==== Data under study ====

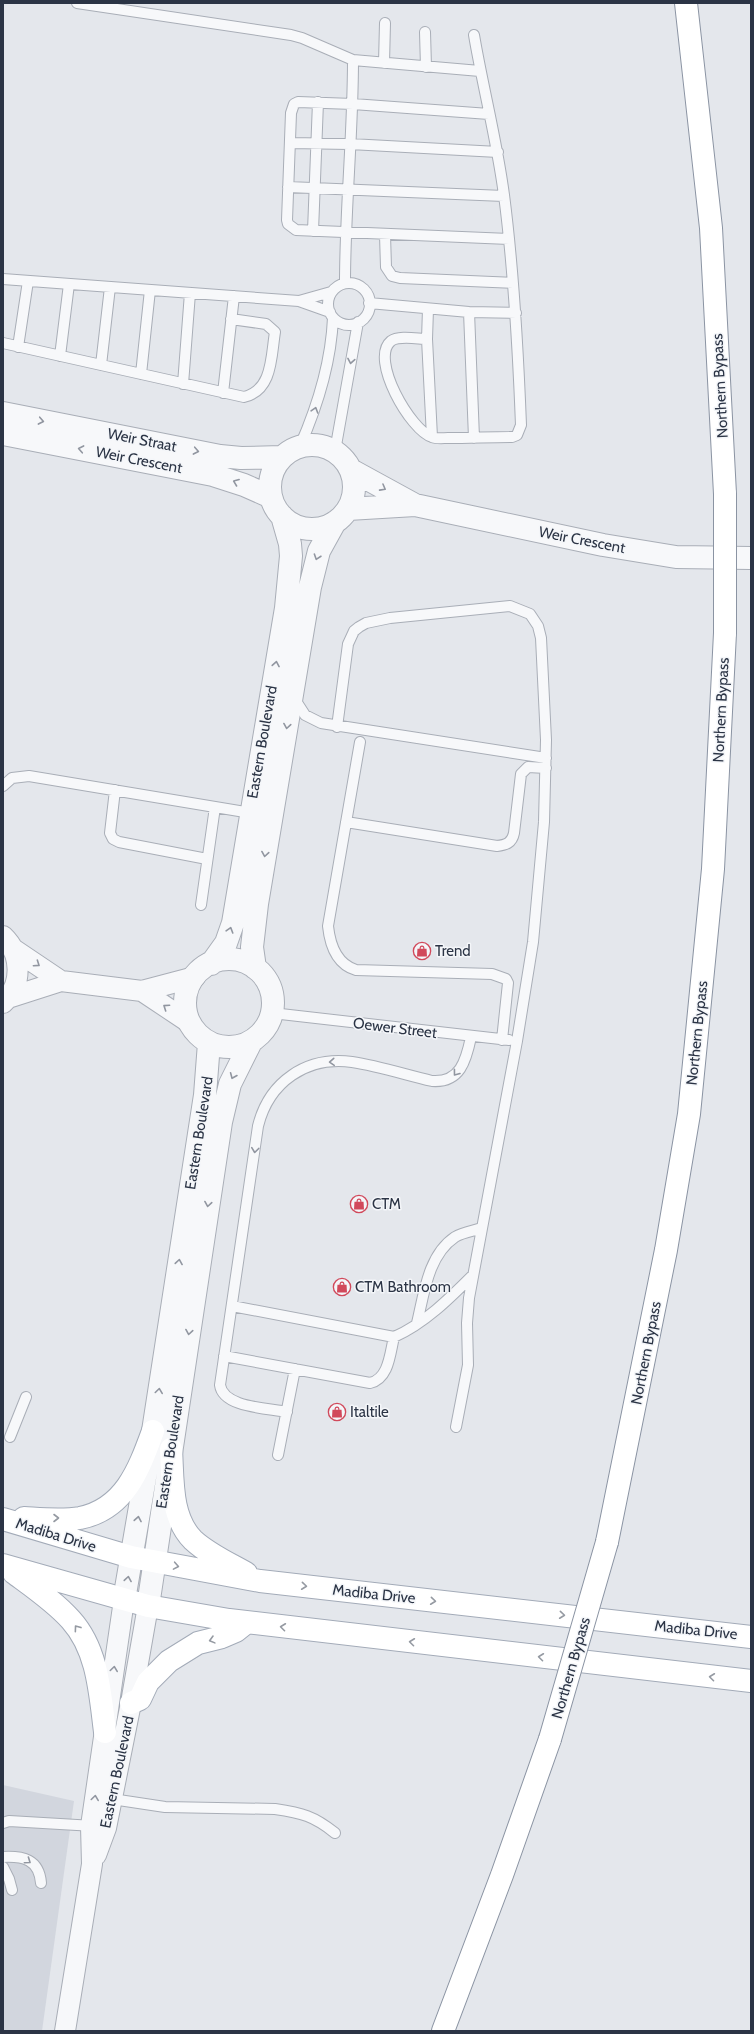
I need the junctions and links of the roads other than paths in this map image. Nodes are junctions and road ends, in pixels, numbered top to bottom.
1 (76, 3) edge
2 (686, 3) edge
3 (385, 23) dead end
4 (425, 32) dead end
5 (474, 35) dead end
6 (353, 60) junction
7 (384, 63) junction
8 (426, 68) junction
9 (480, 71) junction
10 (318, 102) junction
11 (353, 104) junction
12 (489, 114) junction
13 (290, 143) junction
14 (317, 144) junction
15 (350, 144) junction
16 (498, 152) junction
17 (288, 187) junction
18 (315, 188) junction
19 (348, 188) junction
20 (504, 196) junction
21 (313, 231) junction
22 (345, 232) junction
23 (385, 235) junction
24 (509, 239) junction
25 (3, 279) edge
26 (28, 281) junction
27 (345, 283) junction
28 (513, 283) junction
29 (69, 284) junction
30 (110, 287) junction
31 (150, 290) junction
32 (331, 292) junction
33 (190, 293) junction
34 (234, 296) junction
35 (299, 301) junction
36 (369, 303) junction
37 (428, 309) junction
38 (469, 312) junction
39 (516, 313) junction
40 (332, 315) junction
41 (231, 319) junction
42 (358, 322) junction
43 (427, 339) junction
44 (3, 343) edge
45 (18, 346) junction
46 (60, 356) junction
47 (101, 365) junction
48 (141, 374) junction
49 (183, 384) junction
50 (223, 393) junction
51 (3, 413) edge
52 (3, 434) edge
53 (432, 437) junction
54 (474, 438) junction
55 (300, 446) junction
56 (335, 451) junction
57 (282, 457) junction
58 (352, 470) junction
59 (415, 505) junction
60 (276, 507) junction
61 (342, 516) junction
62 (751, 558) edge
63 (292, 695) junction
64 (337, 727) junction
65 (360, 742) dead end
66 (546, 763) junction
67 (3, 786) edge
68 (115, 790) junction
69 (215, 807) junction
70 (251, 813) junction
71 (346, 822) junction
72 (207, 858) junction
73 (201, 905) dead end
74 (8, 942) edge
75 (255, 968) junction
76 (203, 970) junction
77 (61, 981) junction
78 (142, 991) junction
79 (6, 1000) edge
80 (272, 1013) junction
81 (190, 1022) junction
82 (471, 1037) junction
83 (502, 1040) junction
84 (517, 1041) junction
85 (209, 1042) junction
86 (251, 1042) junction
87 (482, 1228) junction
88 (473, 1275) junction
89 (232, 1306) junction
90 (417, 1323) junction
91 (394, 1337) junction
92 (224, 1356) junction
93 (295, 1369) junction
94 (26, 1397) dead end
95 (287, 1412) junction
96 (456, 1427) dead end
97 (153, 1431) junction
98 (10, 1437) dead end
99 (171, 1449) junction
100 (278, 1455) dead end
101 (3, 1518) edge
102 (131, 1557) junction
103 (154, 1562) junction
104 (3, 1565) edge
105 (260, 1581) junction
106 (124, 1600) junction
107 (148, 1606) junction
108 (246, 1622) junction
109 (751, 1637) edge
110 (751, 1681) edge
111 (131, 1704) junction
112 (105, 1732) junction
113 (112, 1799) junction
114 (6, 1822) edge
115 (99, 1827) junction
116 (335, 1833) dead end
117 (3, 1857) edge
118 (3, 1867) edge
119 (41, 1883) dead end
120 (12, 1890) dead end
121 (65, 2031) edge
122 (443, 2031) edge

1 - 6 lane
2 - 122 main road, Northern Bypass, bridge
3 - 7 lane
4 - 8 lane
5 - 9 lane
6 - 7 lane
6 - 11 lane
7 - 8 lane
8 - 9 lane
9 - 12 lane
10 - 11 lane
10 - 13 lane
10 - 14 lane
11 - 12 lane
11 - 15 lane
12 - 16 lane
13 - 14 lane
13 - 17 lane
14 - 15 lane
14 - 18 lane
15 - 16 lane
15 - 19 lane
16 - 20 lane
17 - 18 lane
17 - 21 lane
18 - 19 lane
18 - 21 lane
19 - 20 lane
19 - 22 lane
20 - 24 lane
21 - 22 lane
22 - 23 lane
22 - 27 lane
23 - 24 lane
23 - 28 lane
24 - 28 lane
25 - 26 lane
26 - 29 lane
26 - 45 lane
27 - 32 lane
27 - 36 lane
28 - 39 lane
29 - 30 lane
29 - 46 lane
30 - 31 lane
30 - 47 lane
31 - 33 lane
31 - 48 lane
32 - 35 lane
32 - 40 lane
33 - 34 lane
33 - 49 lane
34 - 35 lane
34 - 41 lane
35 - 40 lane
36 - 37 lane
36 - 42 lane
37 - 38 lane
37 - 43 lane
38 - 39 lane
38 - 54 lane
39 - 54 lane
40 - 42 lane
55 -> 40 lane
41 - 50 lane
41 - 50 lane
42 -> 56 lane
43 - 53 lane
43 - 53 lane
44 - 45 lane
45 - 46 lane
46 - 47 lane
47 - 48 lane
48 - 49 lane
49 - 50 lane
51 -> 57 street, Weir Straat
60 -> 52 street, Weir Crescent
53 - 54 lane
55 - 56 street
55 - 57 street
56 - 58 street
57 - 60 street
58 -> 59 street
58 - 61 street
59 - 61 street
59 - 62 street, Weir Crescent
60 - 61 street
70 -> 60 street, Eastern Boulevard
61 -> 63 street, Eastern Boulevard
63 - 64 lane
63 -> 75 street, Eastern Boulevard
64 - 66 lane
64 - 66 lane
65 - 71 lane
66 - 71 lane
66 - 84 lane
67 - 68 lane
68 - 69 lane
68 - 72 lane
69 - 70 lane
69 - 72 lane
76 -> 70 street, Eastern Boulevard
71 - 83 lane
72 - 73 lane
74 -> 77 street
74 - 79 street
75 - 76 street, Eastern Boulevard
75 - 80 street, Eastern Boulevard
76 - 78 street
76 - 81 street, Eastern Boulevard
77 - 78 street
77 - 79 street
81 -> 78 street
80 - 82 lane, Oewer Street
80 - 86 street, Eastern Boulevard
81 - 85 street, Eastern Boulevard
82 - 83 lane, Oewer Street
82 -> 89 lane
83 - 84 lane, Oewer Street
84 - 87 lane
85 - 86 street, Eastern Boulevard
97 -> 85 street, Eastern Boulevard
86 -> 99 street, Eastern Boulevard
87 - 88 lane
87 - 90 lane
88 - 90 lane
88 - 96 lane
89 - 91 lane
89 - 92 lane
90 - 91 lane
91 - 93 lane
92 - 93 lane
92 - 95 lane
93 - 95 lane
94 - 98 lane
95 - 100 lane
101 -> 97 main road
102 -> 97 street, Eastern Boulevard
99 - 103 street, Eastern Boulevard
99 - 105 main road
101 - 102 main road, Madiba Drive
102 - 103 main road, Madiba Drive
106 -> 102 street, Eastern Boulevard
103 -> 105 main road, Madiba Drive
103 - 107 street, Eastern Boulevard
104 - 106 main road
112 -> 104 main road
105 -> 109 main road, Madiba Drive
106 - 107 main road
112 -> 106 street, Eastern Boulevard
107 - 108 main road
107 - 111 street, Eastern Boulevard
110 -> 108 main road
108 -> 111 main road
111 - 113 street, Eastern Boulevard
115 -> 112 street, Eastern Boulevard
113 - 115 street, Eastern Boulevard
113 - 116 lane
114 - 115 lane
115 - 121 street, Eastern Boulevard
117 -> 119 lane
118 - 120 lane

====

- **Exercise details**: Extract all lines from the data in which "Oewer" is found.

- **Exercise answer**:
80 - 82 lane, Oewer Street
82 - 83 lane, Oewer Street
83 - 84 lane, Oewer Street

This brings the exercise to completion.